┏━━
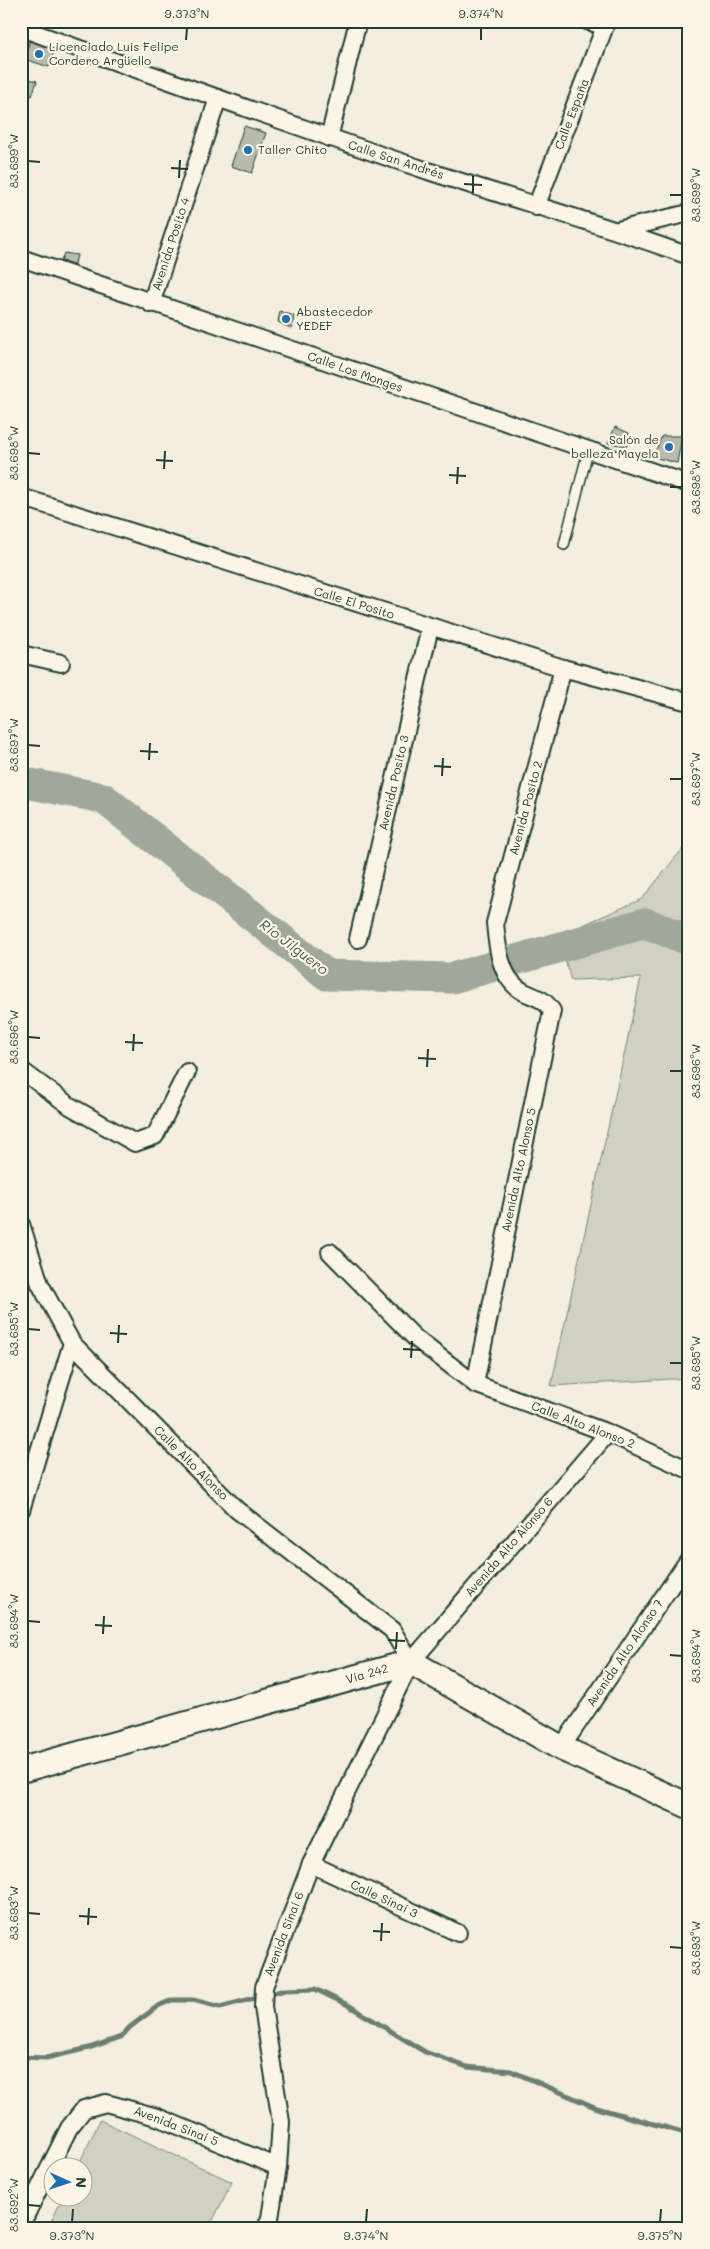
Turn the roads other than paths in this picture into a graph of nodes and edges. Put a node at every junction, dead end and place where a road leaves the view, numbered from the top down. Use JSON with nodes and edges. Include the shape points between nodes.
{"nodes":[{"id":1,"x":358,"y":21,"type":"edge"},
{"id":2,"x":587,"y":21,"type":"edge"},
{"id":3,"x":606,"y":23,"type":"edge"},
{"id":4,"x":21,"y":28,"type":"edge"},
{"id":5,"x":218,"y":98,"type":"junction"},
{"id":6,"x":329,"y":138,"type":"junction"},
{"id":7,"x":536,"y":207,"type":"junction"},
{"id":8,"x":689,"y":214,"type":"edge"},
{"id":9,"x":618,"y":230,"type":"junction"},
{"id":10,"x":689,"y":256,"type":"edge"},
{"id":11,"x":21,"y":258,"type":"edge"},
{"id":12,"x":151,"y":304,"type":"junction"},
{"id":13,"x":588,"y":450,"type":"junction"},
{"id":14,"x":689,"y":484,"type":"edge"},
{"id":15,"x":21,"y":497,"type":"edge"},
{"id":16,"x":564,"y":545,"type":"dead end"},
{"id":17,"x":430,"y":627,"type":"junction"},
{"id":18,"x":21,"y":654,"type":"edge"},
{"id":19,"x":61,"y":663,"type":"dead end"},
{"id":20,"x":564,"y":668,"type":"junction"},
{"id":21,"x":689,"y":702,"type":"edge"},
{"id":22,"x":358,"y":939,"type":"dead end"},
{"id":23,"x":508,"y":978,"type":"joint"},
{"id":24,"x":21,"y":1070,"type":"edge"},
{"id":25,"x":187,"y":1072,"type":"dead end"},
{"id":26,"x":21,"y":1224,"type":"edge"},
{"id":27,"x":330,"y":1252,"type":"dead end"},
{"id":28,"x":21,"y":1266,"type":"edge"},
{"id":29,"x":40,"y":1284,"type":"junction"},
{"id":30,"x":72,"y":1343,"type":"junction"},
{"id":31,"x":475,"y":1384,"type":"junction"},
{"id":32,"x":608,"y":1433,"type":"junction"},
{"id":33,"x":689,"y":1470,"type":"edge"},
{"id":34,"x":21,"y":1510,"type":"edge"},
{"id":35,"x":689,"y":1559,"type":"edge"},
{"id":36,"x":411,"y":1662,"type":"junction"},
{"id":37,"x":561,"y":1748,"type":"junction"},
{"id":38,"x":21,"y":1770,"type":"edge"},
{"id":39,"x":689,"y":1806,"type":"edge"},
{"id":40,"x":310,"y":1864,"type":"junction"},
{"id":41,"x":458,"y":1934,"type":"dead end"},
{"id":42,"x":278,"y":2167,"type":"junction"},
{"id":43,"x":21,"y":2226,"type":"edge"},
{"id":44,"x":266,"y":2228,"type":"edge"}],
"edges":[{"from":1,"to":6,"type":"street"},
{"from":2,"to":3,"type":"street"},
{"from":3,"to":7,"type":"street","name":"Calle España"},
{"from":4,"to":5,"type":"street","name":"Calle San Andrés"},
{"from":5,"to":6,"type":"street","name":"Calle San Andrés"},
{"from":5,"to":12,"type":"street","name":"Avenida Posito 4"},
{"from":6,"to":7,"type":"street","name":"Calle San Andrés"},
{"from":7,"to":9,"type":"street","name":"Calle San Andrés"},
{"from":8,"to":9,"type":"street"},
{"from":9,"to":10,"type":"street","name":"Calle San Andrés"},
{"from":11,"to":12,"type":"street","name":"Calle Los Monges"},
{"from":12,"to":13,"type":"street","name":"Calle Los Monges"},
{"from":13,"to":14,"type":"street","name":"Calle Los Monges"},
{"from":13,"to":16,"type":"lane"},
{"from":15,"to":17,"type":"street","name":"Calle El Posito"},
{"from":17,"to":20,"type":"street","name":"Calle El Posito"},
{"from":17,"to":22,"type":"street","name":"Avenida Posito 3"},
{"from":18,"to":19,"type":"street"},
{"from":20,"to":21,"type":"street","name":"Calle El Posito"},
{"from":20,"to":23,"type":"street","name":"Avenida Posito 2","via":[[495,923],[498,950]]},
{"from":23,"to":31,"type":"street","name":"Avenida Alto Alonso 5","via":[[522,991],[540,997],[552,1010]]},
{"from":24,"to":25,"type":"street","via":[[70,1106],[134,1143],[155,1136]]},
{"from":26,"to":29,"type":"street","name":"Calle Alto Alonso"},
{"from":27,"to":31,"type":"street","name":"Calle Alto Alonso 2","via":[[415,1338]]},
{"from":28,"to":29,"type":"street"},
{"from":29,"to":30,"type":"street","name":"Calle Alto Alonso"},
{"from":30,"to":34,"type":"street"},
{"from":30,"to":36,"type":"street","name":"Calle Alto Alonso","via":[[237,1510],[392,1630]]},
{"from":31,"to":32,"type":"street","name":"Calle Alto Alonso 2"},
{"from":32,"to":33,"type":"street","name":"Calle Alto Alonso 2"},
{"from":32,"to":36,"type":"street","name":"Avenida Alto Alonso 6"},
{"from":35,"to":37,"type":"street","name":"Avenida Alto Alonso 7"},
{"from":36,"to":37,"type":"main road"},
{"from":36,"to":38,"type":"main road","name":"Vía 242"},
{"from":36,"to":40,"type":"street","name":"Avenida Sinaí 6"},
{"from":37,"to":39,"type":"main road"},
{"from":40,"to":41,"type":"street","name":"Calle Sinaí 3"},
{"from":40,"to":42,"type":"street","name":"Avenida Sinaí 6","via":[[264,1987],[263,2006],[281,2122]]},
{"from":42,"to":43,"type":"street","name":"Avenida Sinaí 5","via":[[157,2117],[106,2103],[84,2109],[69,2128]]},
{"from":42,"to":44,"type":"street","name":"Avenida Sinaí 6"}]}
┗━━
§ **Task requirements**
Go through the entries. Report every line that contains the word "Andrés".

§ **Solution for this problem**
{"from":4,"to":5,"type":"street","name":"Calle San Andrés"},
{"from":5,"to":6,"type":"street","name":"Calle San Andrés"},
{"from":6,"to":7,"type":"street","name":"Calle San Andrés"},
{"from":7,"to":9,"type":"street","name":"Calle San Andrés"},
{"from":9,"to":10,"type":"street","name":"Calle San Andrés"},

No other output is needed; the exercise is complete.